→ Task brief: This exercise calls for copying every line below that holds the word "linejoin".

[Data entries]
__________________________________________________
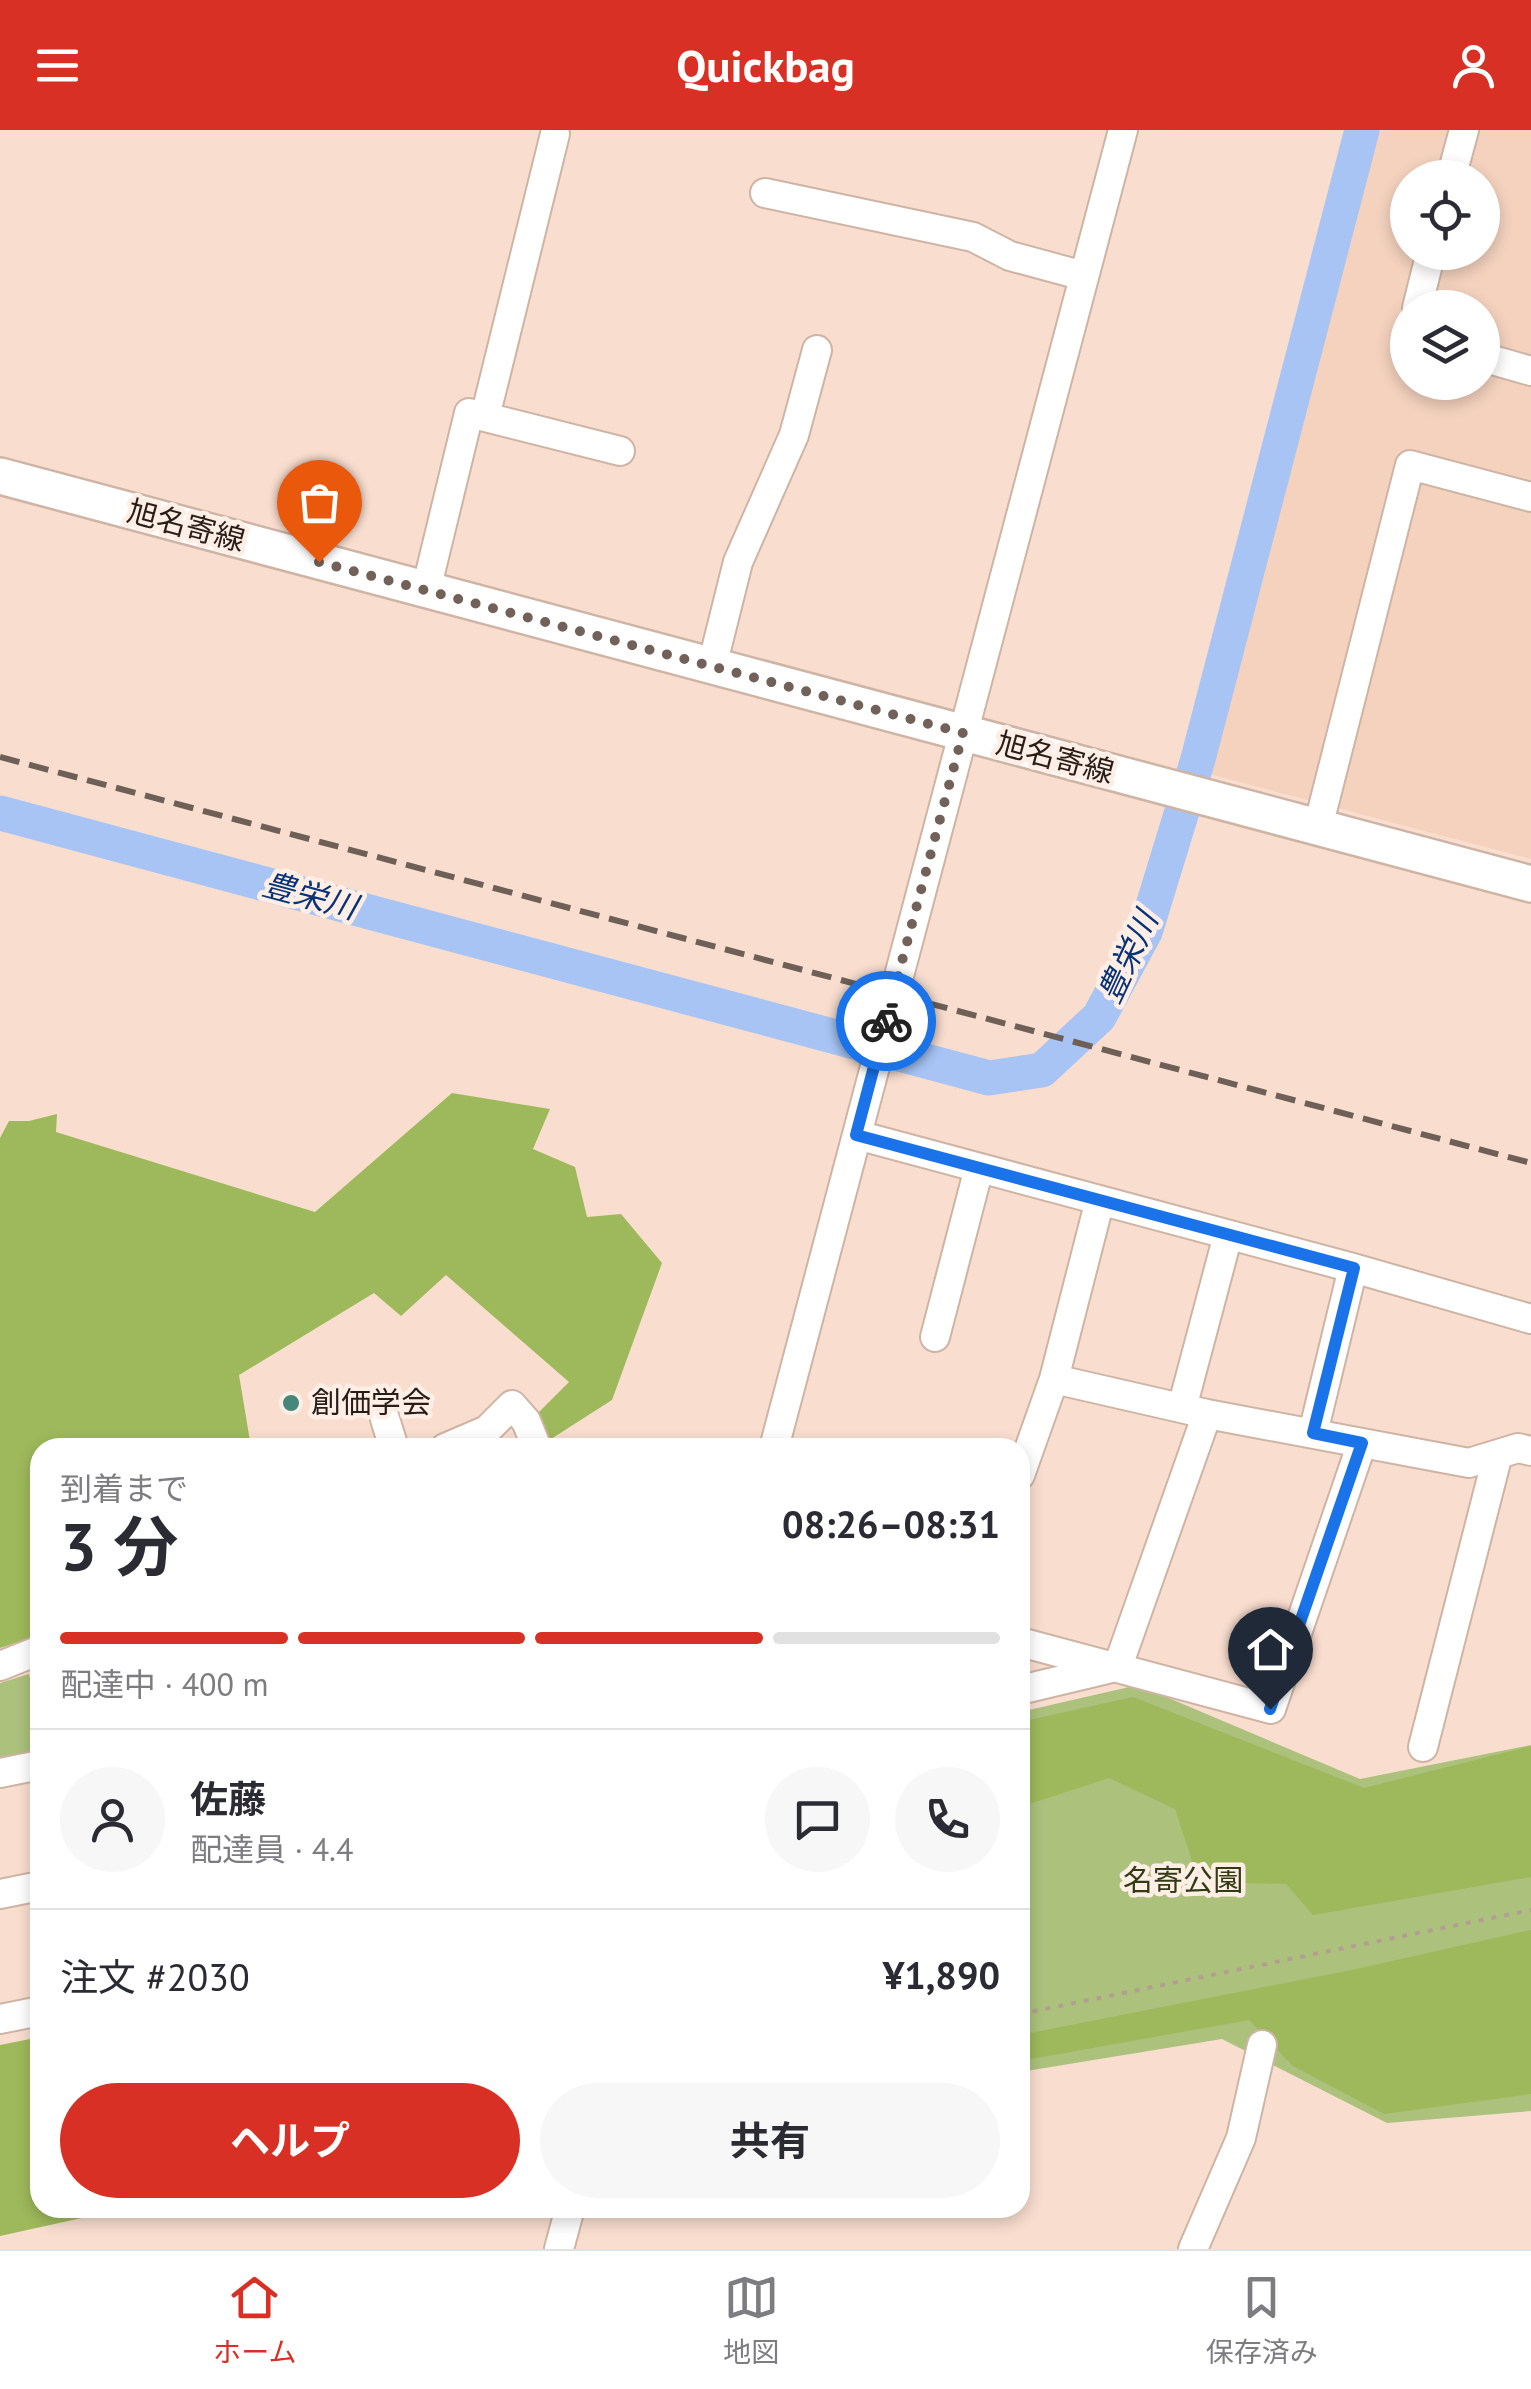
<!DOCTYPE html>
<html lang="ja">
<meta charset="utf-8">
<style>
:root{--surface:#fff;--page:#f7f7f7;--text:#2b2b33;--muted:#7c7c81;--line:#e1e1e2;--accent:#d93025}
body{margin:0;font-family:"PT Sans","Noto Sans JP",sans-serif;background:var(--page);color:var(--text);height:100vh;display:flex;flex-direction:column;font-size:38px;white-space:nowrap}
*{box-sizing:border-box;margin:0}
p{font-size:32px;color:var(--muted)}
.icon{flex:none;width:55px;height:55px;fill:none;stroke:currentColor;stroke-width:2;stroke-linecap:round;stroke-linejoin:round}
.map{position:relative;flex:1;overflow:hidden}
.sheet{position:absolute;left:30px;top:1308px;width:1000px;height:780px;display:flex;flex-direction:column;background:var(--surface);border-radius:30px;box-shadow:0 5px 15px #0003}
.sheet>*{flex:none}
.buttons{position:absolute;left:1390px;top:30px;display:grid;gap:20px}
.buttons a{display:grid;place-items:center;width:110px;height:110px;border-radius:50%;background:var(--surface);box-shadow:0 5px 15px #0003;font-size:50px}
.pin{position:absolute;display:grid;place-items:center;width:85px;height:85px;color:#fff;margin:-102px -42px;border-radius:50% 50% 50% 0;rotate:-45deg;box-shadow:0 0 10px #0007}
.pin .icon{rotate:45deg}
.courier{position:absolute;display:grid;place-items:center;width:100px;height:100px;margin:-50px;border:8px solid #1a73e8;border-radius:50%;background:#fff;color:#222;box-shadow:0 2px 12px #0007}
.summary em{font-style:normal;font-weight:700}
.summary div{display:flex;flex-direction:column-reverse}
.summary{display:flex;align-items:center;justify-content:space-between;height:170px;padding:0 30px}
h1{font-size:65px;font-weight:700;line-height:75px}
.bar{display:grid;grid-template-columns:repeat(4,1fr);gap:15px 10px;align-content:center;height:120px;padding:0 30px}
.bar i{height:12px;border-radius:8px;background:var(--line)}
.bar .active{background:var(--accent)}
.bar p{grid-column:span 4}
.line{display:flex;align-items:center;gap:25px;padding:0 30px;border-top:2px solid var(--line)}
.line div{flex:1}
.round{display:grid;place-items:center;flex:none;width:105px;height:105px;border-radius:52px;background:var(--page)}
.cta{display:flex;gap:20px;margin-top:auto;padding:20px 30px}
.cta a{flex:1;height:115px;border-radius:60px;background:var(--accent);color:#fff;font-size:40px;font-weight:700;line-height:115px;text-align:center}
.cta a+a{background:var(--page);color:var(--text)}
header{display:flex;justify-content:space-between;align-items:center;height:130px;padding:0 30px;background:var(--accent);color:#fff;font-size:45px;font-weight:700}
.tab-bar{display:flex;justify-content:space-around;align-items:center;height:140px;border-top:2px solid var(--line);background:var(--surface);font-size:28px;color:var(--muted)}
.tab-bar a{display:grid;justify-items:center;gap:5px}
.tab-bar .active{color:var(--accent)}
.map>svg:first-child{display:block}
.built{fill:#f4d2be;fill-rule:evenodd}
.green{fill:#abc17c}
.forest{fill:#9eb95b}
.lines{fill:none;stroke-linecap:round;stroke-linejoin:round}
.river{stroke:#a7c4f4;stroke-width:35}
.minor-casing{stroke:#ceb4a5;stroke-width:32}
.major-casing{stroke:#ceb4a5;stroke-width:40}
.path{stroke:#b49e93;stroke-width:4;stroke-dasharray:5 8;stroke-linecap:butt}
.minor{stroke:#fff;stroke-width:28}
.major{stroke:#fff;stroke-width:35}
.rail{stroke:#6f6057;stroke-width:6;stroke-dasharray:20 10;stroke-linecap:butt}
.done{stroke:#716159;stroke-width:10;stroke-dasharray:0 18}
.route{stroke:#1a73e8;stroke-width:12}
.poi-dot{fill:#458879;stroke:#ffeee5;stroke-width:4}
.labels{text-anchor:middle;stroke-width:9;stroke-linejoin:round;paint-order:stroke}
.street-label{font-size:30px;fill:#281e19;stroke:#ffeee5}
.poi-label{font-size:30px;fill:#281e19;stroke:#ffeee5;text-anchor:start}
.park-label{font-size:30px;fill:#313c15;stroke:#ffeee5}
.water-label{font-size:32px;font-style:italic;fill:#083376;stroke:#ffeee5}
</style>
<header><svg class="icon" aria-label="menu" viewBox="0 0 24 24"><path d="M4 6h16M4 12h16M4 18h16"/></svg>Quickbag<svg class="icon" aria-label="person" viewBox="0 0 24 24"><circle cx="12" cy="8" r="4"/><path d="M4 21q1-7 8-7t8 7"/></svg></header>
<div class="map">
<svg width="1531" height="2119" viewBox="0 0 1531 2119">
<rect width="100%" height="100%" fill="#f9decf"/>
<path class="built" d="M1373,0H1531V729L1205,643ZM1408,48H1482V122H1408ZM1408,178H1482V252H1408Z"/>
<path class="green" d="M29,1544L40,1594V1619L0,1628V1553Z
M1138,1555L1360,1649L1531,1615V1981L1387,1993L1222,1909L1020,1942V1582Z"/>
<path class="forest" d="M452,963L550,979L533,1019L575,1037L587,1087L621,1084L662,1133L612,1270L551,1309L534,1287L569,1252L446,1145L401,1186L374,1163L239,1245L251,1317L40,1318V1505L0,1518V1008L9,991H29L57,984L56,1002L315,1082Z
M1133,1567L1364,1658L1531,1616V1747L1313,1785L1286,1754L1199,1752L1175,1679L1109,1648L1020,1677V1592Z
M1531,1800V1964L1384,1984L1293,1936L1249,1890L1020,1931V1905L1356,1839Z
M40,1907V2078H127L0,2106V1915Z"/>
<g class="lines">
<path class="river" d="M0,683L989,948L1042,940L1099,887L1145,802L1198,629L1362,0"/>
<defs>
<path id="minor" d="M555,4L485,287L620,321
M1451,48L1464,0
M765,63L973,107L1010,126L1084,146
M1417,178L1431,122
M1482,227L1531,241
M426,460L469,283L485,287
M712,536L738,432L794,305L817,220
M1318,697L1410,335L1531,367
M857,1005L1353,1138L1531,1189
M935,1207L979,1038
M1054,1249L1207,1284L1469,1333L1518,1318L1531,1321
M1182,1278L1228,1105
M385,1289L394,1318
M1313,1303L1353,1138
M445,1318L487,1300L512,1275L526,1291L537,1318
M774,1318L1123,0
M1020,1345L1054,1249L1100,1070
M1020,1512L1271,1579L1362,1313
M0,1536L40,1520
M1118,1536L1207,1284
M1020,1560L1112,1538
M1423,1617L1498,1324
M0,1643L40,1635
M0,1764L40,1756
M0,1889L40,1881
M559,2119L570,2078
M1193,2119L1241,2008L1262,1915"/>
<path id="major" d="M0,346L1531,754"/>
</defs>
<use href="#minor" class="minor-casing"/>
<use href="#major" class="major-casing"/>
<path class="path" d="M1020,1884L1531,1780"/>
<use href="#minor" class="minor"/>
<use href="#major" class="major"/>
<path class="rail" d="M0,627L1531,1033"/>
</g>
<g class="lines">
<path class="done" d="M319,432L963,603L886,891"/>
<path class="route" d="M886,891L856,1005L1354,1138L1313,1303L1362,1313L1270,1579"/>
</g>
<circle class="poi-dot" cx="291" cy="1273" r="10"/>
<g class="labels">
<g class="street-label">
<text transform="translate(186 396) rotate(15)" y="10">旭名寄線</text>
<text transform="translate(1055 628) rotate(15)" y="10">旭名寄線</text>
</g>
<g class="poi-label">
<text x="311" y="1283">創価学会</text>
</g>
<g class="park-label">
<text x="1183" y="1761">名寄公園</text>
</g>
<g class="water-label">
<text transform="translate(310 766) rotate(15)" y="11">豊栄川</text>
<text transform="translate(1128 827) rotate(-65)" y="11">豊栄川</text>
</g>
</g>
</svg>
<div class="buttons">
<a><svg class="icon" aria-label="locate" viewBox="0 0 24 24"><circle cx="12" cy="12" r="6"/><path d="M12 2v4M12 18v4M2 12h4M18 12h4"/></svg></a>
<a><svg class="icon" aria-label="layers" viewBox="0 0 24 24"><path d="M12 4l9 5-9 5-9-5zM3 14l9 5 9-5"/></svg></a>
</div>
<div class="pin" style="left:319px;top:432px;background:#ea580c"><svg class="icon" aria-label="bag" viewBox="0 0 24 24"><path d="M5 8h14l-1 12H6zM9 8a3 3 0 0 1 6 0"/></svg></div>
<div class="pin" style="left:1270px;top:1579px;background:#1f2937"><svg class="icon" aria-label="home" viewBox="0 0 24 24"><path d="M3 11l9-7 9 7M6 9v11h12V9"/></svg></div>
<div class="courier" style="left:886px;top:891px"><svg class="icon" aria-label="bike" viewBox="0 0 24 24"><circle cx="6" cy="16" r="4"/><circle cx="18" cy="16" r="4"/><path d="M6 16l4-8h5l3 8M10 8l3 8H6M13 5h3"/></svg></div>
<section class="sheet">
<div class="summary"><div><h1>3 分</h1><p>到着まで</p></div><em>08:26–08:31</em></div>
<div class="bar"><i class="active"></i><i class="active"></i><i class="active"></i><i></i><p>配達中 · 400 m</p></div>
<div class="line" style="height:180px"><a class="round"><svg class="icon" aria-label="person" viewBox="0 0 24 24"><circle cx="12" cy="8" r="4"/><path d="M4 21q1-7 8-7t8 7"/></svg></a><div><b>佐藤</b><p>配達員 · 4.4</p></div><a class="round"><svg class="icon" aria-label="chat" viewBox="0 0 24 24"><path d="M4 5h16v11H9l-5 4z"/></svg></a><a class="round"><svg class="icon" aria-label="phone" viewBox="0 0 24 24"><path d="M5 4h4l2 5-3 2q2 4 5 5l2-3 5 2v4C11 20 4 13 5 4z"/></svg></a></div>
<div class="line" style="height:130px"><div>注文 #2030</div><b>¥1,890</b></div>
<div class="cta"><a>ヘルプ</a><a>共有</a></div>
</section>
</div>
<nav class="tab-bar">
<a class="active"><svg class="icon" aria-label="home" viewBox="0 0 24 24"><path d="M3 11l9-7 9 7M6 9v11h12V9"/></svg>ホーム</a>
<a><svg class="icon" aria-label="map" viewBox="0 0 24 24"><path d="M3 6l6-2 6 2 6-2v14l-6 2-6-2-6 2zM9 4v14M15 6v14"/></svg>地図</a>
<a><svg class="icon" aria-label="saved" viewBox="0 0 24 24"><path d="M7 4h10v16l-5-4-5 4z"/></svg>保存済み</a>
</nav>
__________________________________________________
→ Result of this exercise:
.icon{flex:none;width:55px;height:55px;fill:none;stroke:currentColor;stroke-width:2;stroke-linecap:round;stroke-linejoin:round}
.lines{fill:none;stroke-linecap:round;stroke-linejoin:round}
.labels{text-anchor:middle;stroke-width:9;stroke-linejoin:round;paint-order:stroke}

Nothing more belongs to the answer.